• **ASSIGNMENT**: Filter the records for lines holding the string "Buissonnière".

• **EXTRACTED MATERIAL**:
Start of Block
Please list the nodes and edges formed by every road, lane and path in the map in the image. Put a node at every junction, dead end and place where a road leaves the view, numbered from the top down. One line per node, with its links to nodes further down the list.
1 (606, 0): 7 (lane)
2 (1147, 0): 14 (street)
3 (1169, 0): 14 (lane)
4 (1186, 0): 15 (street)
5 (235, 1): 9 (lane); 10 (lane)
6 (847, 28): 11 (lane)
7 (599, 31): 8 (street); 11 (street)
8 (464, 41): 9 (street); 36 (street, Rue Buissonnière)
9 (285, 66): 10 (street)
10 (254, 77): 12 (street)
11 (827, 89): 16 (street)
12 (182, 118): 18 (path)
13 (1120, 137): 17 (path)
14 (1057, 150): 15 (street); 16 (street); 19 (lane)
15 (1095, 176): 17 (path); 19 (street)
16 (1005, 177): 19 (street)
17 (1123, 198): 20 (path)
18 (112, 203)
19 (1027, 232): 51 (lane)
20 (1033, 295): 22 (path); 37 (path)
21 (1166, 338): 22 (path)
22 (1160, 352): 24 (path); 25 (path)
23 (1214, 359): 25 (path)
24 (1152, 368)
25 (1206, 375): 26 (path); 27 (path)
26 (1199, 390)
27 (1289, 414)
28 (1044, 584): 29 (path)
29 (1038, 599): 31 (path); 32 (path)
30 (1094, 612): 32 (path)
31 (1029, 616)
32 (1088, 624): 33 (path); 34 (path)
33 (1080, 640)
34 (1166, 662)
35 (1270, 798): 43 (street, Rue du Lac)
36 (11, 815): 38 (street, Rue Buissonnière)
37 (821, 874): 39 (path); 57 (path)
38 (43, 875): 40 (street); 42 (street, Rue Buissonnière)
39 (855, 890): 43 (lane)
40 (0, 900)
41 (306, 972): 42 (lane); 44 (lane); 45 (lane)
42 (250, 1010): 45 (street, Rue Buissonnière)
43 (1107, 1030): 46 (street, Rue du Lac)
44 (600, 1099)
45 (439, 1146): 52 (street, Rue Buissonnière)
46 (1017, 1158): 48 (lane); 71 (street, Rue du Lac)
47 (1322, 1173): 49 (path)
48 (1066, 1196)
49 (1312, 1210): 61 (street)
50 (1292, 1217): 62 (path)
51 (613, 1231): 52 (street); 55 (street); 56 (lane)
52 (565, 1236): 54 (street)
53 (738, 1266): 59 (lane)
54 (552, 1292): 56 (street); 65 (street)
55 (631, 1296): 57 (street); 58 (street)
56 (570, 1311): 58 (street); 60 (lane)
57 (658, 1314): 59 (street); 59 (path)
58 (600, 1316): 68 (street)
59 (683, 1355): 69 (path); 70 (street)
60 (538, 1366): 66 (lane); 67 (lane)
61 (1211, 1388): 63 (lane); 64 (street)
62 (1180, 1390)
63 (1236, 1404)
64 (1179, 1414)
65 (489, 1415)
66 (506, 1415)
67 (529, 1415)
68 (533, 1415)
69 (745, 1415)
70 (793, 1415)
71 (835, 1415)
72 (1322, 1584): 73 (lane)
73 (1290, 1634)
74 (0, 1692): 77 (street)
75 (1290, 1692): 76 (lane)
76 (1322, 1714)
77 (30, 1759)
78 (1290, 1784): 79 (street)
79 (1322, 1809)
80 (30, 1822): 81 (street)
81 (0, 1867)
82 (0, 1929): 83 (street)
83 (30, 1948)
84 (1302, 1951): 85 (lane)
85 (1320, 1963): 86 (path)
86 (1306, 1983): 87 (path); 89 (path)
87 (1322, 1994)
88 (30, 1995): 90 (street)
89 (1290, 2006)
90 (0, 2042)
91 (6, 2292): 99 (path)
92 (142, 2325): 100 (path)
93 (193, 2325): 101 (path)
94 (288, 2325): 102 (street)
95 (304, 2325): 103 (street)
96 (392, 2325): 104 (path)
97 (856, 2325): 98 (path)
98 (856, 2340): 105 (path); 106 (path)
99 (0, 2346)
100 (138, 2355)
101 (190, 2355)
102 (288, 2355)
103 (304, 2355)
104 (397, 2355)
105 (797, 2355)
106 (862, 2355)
End of Block
• **ANSWER FOR THE TASK**:
8 (464, 41): 9 (street); 36 (street, Rue Buissonnière)
36 (11, 815): 38 (street, Rue Buissonnière)
38 (43, 875): 40 (street); 42 (street, Rue Buissonnière)
42 (250, 1010): 45 (street, Rue Buissonnière)
45 (439, 1146): 52 (street, Rue Buissonnière)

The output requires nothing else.